- **What the exercise asks**: Among the entries below, find every line that contains the string "Funkengerngasse", then copy it.

- **Collected data entries**:

Content starts

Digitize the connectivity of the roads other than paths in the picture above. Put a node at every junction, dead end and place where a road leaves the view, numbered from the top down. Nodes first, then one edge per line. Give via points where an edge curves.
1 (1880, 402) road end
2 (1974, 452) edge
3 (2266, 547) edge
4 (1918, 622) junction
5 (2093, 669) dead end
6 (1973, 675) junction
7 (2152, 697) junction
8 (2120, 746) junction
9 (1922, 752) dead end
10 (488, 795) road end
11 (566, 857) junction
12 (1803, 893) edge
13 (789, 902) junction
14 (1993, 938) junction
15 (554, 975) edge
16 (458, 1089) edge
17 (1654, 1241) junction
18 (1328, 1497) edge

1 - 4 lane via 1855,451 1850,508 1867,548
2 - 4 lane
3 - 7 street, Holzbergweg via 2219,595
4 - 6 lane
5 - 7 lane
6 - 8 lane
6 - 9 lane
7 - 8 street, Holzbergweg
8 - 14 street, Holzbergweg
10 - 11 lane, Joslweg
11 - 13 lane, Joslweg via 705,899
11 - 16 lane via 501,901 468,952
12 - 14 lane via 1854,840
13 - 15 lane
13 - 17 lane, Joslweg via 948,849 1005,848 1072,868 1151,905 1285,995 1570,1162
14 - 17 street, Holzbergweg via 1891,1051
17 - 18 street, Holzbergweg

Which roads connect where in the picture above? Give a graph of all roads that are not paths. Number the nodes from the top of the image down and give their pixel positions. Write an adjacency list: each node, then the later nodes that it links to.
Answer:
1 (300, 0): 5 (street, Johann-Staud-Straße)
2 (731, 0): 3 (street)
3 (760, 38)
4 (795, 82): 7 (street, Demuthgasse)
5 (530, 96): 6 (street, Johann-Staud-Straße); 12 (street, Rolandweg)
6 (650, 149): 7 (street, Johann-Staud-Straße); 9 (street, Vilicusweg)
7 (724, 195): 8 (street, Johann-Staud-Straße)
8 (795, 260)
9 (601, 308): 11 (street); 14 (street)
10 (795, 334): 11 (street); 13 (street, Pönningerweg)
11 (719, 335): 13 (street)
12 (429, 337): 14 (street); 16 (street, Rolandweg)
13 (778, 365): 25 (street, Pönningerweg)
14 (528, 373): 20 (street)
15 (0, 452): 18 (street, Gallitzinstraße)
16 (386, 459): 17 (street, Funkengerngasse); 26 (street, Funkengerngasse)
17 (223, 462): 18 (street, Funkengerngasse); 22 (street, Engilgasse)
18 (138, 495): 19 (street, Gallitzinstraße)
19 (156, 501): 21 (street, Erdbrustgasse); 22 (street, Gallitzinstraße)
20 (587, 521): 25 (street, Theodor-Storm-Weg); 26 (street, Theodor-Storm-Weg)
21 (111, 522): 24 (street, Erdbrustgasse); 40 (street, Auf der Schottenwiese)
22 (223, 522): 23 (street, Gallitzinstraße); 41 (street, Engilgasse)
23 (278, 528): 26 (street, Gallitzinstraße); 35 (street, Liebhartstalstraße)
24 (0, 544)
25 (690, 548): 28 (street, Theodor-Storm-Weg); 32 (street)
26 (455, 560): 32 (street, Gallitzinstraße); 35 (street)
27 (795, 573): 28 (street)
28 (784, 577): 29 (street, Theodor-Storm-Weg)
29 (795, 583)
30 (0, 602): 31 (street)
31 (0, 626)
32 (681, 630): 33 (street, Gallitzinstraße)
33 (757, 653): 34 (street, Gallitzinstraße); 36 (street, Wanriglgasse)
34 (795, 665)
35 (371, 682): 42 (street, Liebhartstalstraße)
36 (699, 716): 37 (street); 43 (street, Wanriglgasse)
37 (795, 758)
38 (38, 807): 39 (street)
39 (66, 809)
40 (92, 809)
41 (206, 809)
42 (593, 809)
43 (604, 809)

Content ends

- **Problem solution**:
16 (386, 459): 17 (street, Funkengerngasse); 26 (street, Funkengerngasse)
17 (223, 462): 18 (street, Funkengerngasse); 22 (street, Engilgasse)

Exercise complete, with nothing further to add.